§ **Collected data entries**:
----------

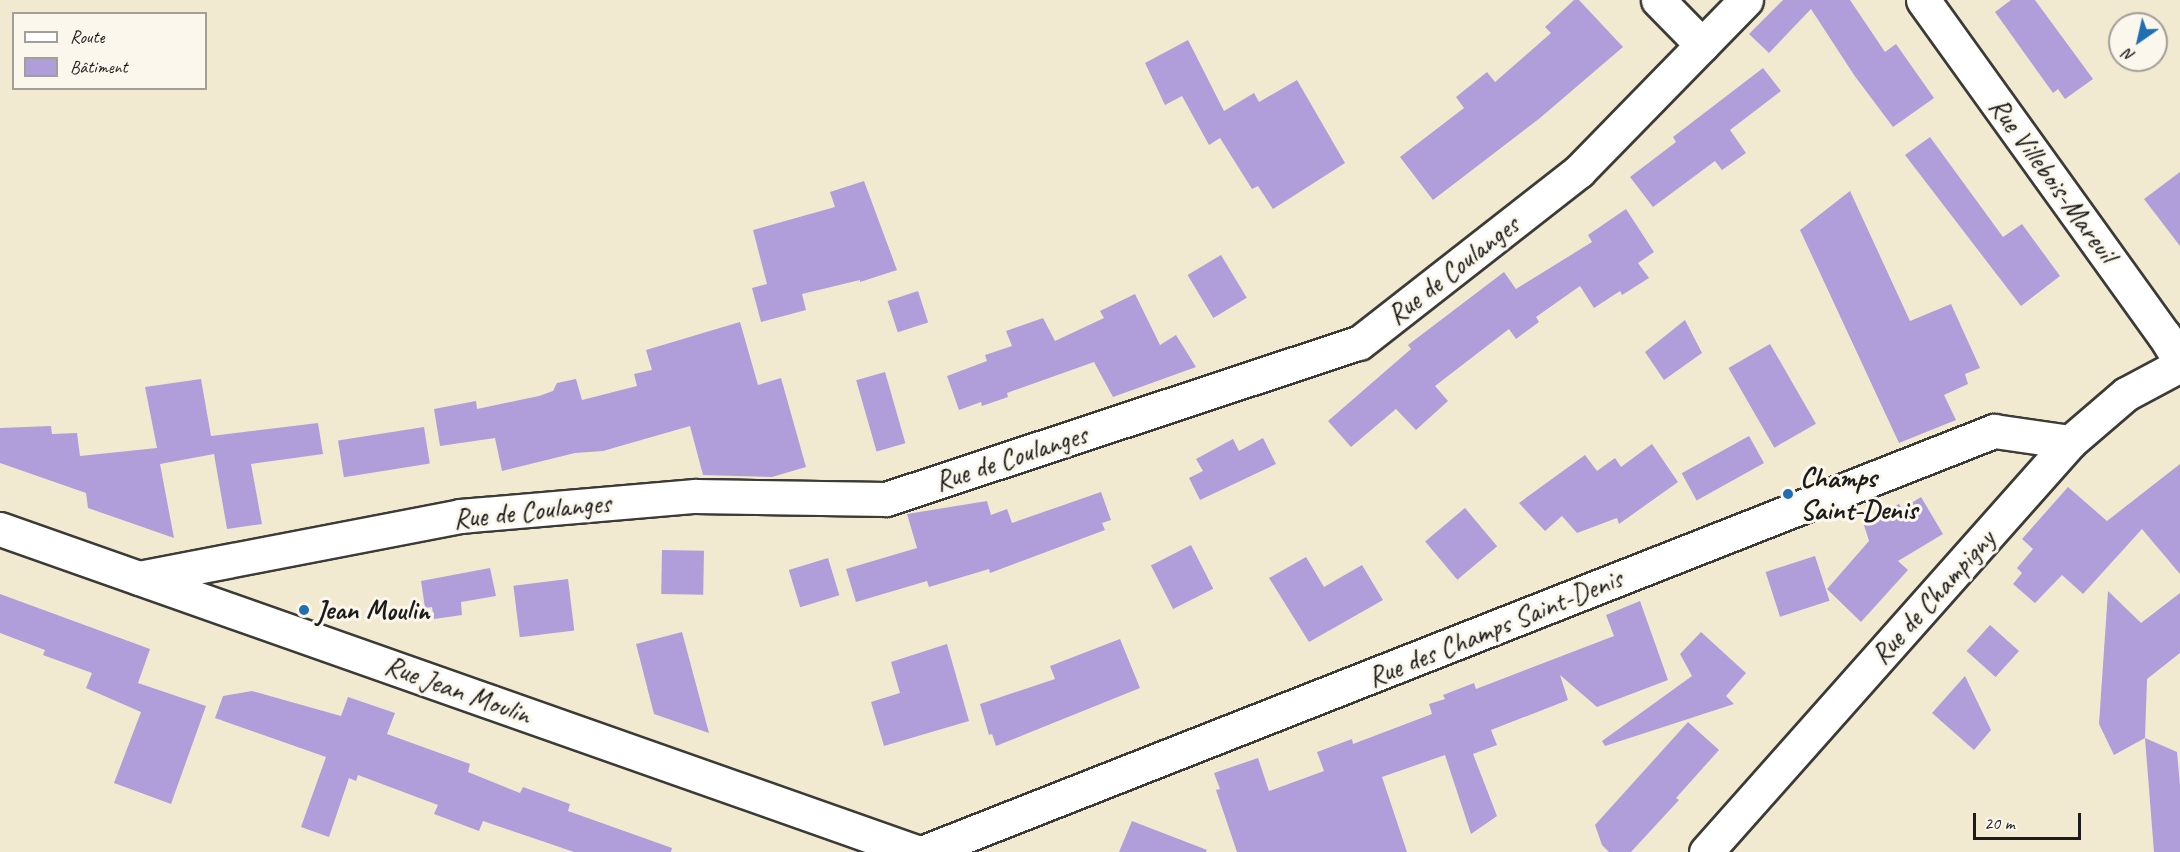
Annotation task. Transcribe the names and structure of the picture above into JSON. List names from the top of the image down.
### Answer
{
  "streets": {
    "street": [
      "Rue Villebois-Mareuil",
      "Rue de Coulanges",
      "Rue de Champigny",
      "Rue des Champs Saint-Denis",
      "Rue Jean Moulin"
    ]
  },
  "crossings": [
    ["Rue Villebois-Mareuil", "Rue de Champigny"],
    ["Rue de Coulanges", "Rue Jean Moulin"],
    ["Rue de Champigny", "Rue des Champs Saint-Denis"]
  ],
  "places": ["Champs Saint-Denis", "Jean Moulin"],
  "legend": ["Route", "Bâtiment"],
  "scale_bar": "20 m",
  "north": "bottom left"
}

----------

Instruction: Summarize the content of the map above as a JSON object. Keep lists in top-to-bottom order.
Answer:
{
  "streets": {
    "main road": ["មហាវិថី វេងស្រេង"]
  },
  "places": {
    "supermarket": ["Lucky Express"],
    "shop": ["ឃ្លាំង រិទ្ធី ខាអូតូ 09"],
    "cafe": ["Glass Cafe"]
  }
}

----------

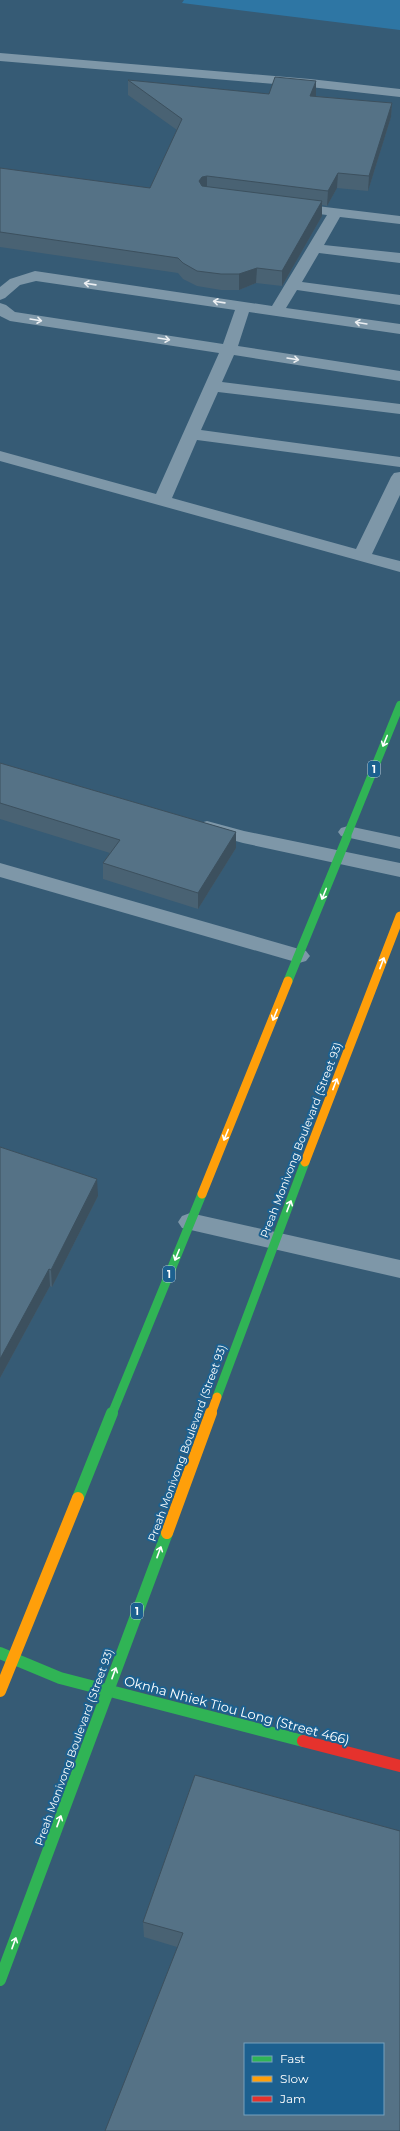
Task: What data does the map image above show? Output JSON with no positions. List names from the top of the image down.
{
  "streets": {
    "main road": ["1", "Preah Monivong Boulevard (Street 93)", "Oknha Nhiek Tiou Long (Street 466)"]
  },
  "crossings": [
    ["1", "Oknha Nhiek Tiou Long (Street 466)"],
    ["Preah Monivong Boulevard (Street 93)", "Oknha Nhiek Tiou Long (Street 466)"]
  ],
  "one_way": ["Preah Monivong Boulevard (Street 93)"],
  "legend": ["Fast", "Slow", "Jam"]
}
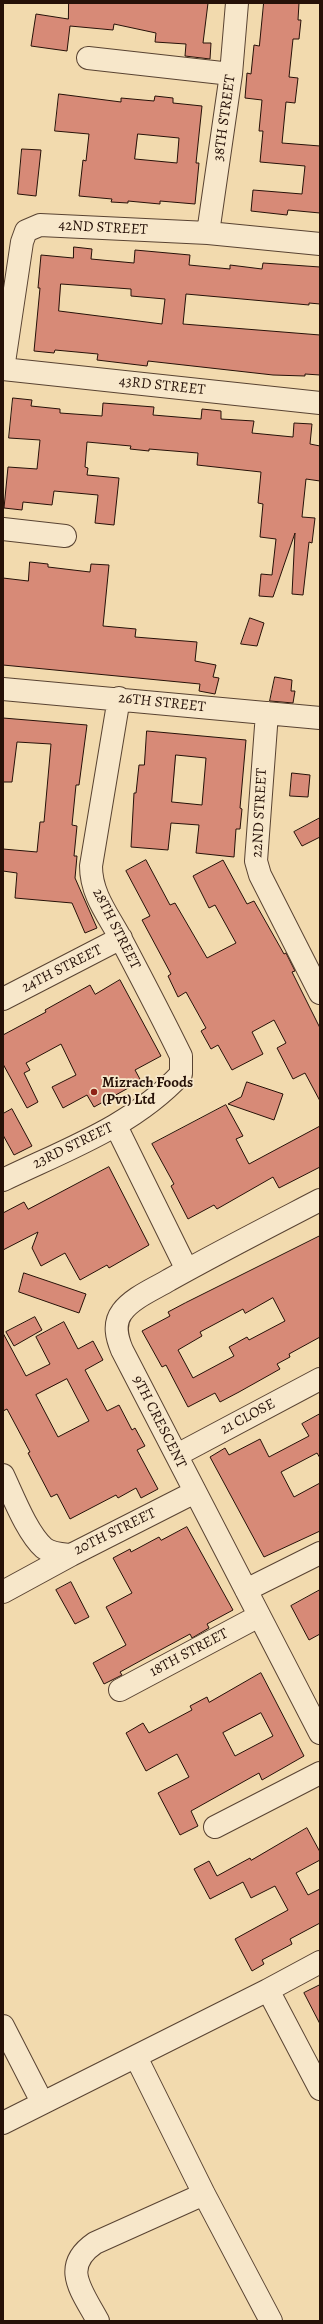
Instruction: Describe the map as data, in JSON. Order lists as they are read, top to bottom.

----------

§ **Task brief**: The lines to copy are those above that contain "Instruction".

§ **Problem solution**:
Instruction: Summarize the content of the map above as a JSON object. Keep lists in top-to-bottom order.
Instruction: Describe the map as data, in JSON. Order lists as they are read, top to bottom.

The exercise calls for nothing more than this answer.